In [1]:
import math
import pandas as pd
import numpy as np

import warnings
warnings.filterwarnings('ignore')

pd.set_option('display.max_columns', None)
pd.set_option('display.max_rows', None)
pd.set_option('display.expand_frame_repr', False)
pd.set_option('max_colwidth', -1)

import matplotlib.pyplot as plt

In [2]:
deliveries = pd.read_csv('T20I-csv-files.csv')

In [3]:
df = deliveries.copy()

## Some values in the columns contains the name of the columns. So the below process is to remove them or make them 0

In [4]:
df1 = df.drop(df[(df['runs_off_bat'] == 'NaN') | (df['runs_off_bat'] == 'runs_off_bat')].index, inplace=True)

df['runs_off_bat'] = df['runs_off_bat'].fillna(0)
df['extras'] = df['extras'].fillna(0)

## Converting a datatype to other

In [5]:
df = df.astype({"runs_off_bat":"int64","extras":"int64"})

In [6]:
df['Total_Runs'] = df['runs_off_bat'] + df['extras']

In [7]:
df['overs'] = df['ball']

df['ball'] = df['ball'].astype(str)

df['over'] = df['ball'].str[0:-1]

df['over'] = df['over'].str.replace('.','')

df['ball'] = df['ball'].str[-1:]

## Dropping the na values in the over column and converting it to int type

In [8]:
df2 = df.drop(df[(df['over'] == 'na') | (df['over'] == 'na')].index, inplace=True)

In [9]:
df = df.astype({"over":"int64"})

# Parameters

In [10]:
def BPD(balls, dismissals):
    if dismissals > 0:
        return balls/dismissals
    else:
        return balls/1 
    
def BPB(balls, boundaries):
    if boundaries > 0:
        return balls/boundaries
    else:
        return balls/1 

def phase(over):
    if over <= 5:
        return 'Powerplay'
    elif over <= 14:
        return 'Middle'
    else:
        return 'Death'

In [11]:
df['Phase'] = df['over'].apply(lambda x: phase(x))

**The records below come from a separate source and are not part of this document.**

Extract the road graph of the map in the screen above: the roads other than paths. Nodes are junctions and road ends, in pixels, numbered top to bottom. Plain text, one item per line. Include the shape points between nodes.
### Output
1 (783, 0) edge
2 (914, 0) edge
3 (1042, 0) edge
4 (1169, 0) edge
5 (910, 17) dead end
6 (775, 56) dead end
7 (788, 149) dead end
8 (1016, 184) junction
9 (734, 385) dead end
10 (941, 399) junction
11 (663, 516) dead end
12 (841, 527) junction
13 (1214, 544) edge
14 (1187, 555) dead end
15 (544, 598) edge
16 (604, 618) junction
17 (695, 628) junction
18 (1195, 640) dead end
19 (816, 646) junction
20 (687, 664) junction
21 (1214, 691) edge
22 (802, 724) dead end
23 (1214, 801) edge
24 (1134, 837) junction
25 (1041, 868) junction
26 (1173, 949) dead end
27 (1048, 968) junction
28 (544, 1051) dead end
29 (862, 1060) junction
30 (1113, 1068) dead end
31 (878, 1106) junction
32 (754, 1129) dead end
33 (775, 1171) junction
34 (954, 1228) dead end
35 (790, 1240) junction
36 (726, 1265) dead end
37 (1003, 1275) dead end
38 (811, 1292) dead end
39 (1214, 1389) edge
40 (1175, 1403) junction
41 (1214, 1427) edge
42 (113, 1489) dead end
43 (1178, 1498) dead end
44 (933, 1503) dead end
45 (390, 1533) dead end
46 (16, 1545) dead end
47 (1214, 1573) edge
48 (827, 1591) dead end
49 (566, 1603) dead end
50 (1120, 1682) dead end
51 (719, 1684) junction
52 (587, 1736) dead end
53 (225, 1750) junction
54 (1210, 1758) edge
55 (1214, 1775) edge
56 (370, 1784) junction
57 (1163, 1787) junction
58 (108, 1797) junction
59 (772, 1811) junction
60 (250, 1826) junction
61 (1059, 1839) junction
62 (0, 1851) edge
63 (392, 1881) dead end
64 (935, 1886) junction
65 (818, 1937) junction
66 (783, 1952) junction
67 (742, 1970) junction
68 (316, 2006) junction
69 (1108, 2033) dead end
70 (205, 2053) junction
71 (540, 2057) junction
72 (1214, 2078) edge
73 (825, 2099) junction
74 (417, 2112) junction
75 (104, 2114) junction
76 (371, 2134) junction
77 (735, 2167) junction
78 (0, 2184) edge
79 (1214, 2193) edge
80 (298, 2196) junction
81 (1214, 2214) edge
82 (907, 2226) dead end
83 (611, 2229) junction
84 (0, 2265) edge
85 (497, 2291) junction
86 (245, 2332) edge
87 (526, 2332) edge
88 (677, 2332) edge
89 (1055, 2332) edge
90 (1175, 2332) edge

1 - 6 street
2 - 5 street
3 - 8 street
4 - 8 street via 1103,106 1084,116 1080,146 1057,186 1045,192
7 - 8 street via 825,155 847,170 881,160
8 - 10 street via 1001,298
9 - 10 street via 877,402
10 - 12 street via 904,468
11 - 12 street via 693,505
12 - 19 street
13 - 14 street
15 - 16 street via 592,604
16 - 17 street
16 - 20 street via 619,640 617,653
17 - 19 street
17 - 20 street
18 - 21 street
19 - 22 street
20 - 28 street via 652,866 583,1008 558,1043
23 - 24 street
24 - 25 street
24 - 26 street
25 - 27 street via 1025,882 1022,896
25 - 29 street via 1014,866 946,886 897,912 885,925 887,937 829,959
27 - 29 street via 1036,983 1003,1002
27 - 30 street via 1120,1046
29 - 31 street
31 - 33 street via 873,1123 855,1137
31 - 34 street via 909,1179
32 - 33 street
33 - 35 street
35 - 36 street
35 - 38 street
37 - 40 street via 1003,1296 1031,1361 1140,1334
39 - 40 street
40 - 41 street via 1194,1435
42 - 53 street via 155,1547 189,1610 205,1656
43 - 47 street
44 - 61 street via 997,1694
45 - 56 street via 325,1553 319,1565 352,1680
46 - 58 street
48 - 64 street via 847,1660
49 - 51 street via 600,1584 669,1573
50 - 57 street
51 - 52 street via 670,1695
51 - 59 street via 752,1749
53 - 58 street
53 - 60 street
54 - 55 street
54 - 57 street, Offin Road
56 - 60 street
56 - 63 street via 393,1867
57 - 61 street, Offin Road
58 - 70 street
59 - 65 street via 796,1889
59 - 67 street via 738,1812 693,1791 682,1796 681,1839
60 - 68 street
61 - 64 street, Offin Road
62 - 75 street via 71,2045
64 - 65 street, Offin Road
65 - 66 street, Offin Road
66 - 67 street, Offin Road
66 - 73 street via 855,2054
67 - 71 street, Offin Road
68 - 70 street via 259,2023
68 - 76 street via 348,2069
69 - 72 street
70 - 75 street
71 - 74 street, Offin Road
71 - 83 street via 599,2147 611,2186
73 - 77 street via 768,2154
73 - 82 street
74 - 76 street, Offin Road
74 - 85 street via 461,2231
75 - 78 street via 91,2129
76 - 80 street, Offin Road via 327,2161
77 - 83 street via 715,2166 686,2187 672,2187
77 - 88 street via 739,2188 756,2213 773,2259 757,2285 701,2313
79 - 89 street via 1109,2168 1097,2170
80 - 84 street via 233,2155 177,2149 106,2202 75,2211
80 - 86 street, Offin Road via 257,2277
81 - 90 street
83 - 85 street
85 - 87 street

## By Venue, By Phase and by Opposition

In [12]:
def ByCustom(df,current_venue, current_phase, current_opposition):

    df = df[df.venue == current_venue]
    df = df[df.Phase == current_phase]
    df = df[df.bowling_team == current_opposition]
    df.reset_index(inplace = True, drop = True)
    
    df['isDot'] = df['runs_off_bat'].apply(lambda x: 1 if x == 0 else 0)
    df['isOne'] = df['runs_off_bat'].apply(lambda x: 1 if x == 1 else 0)
    df['isTwo'] = df['runs_off_bat'].apply(lambda x: 1 if x == 2 else 0)
    df['isThree'] = df['runs_off_bat'].apply(lambda x: 1 if x == 3 else 0)
    df['isFour'] = df['runs_off_bat'].apply(lambda x: 1 if x == 4 else 0)
    df['isSix'] = df['runs_off_bat'].apply(lambda x: 1 if x == 6 else 0)
    
    runs = pd.DataFrame(df.groupby(['striker'])['runs_off_bat'].sum()).reset_index().rename(columns = {'runs_off_bat':'Runs'})
    balls = pd.DataFrame(df.groupby(['striker'])['match_id'].count()).reset_index().rename(columns = {'match_id' : 'Balls'})
    innings = pd.DataFrame(df.groupby(['striker'])['match_id'].apply(lambda x : len(list(np.unique(x))))).reset_index().rename(columns = {'match_id' : 'Innings'})
    dismissals = pd.DataFrame(df.groupby(['striker'])['player_dismissed'].count()).reset_index().rename(columns = {'player_dismissed' : 'Dismissals'})
    fours = pd.DataFrame(df.groupby(['striker'])['isFour'].sum()).reset_index().rename(columns = {'isFour' : 'Fours'})
    sixes = pd.DataFrame(df.groupby(['striker'])['isSix'].sum()).reset_index().rename(columns = {'isSix' : 'Sixes'})
    dots = pd.DataFrame(df.groupby(['striker'])['isDot'].sum()).reset_index().rename(columns = {'isDot' : 'Dots'})
    
    df = pd.merge(innings,runs, on ='striker').merge(balls,on='striker').merge(dismissals,on='striker').merge(fours,on='striker').merge(sixes,on='striker').merge(dots, on='striker')
    
    df['RPI'] = df.apply(lambda x : (x['Runs']/x['Innings']), axis = 1)
    df['SR'] = df.apply(lambda x : 100*(x['Runs']/x['Balls']), axis = 1)
    df['BPD'] = df.apply(lambda x : BPD(x['Balls'], x['Dismissals']),axis = 1)
    df['BPB'] = df.apply(lambda x : BPB(x['Balls'], (x['Fours'] + x['Sixes'])),axis = 1)
    df['Dot%'] = df.apply(lambda x : (x['Dots']/x['Balls']), axis = 1)
    
    return df

In [13]:
# ByCustom(df,'Melbourne Cricket Ground', 'Powerplay', 'Sri Lanka')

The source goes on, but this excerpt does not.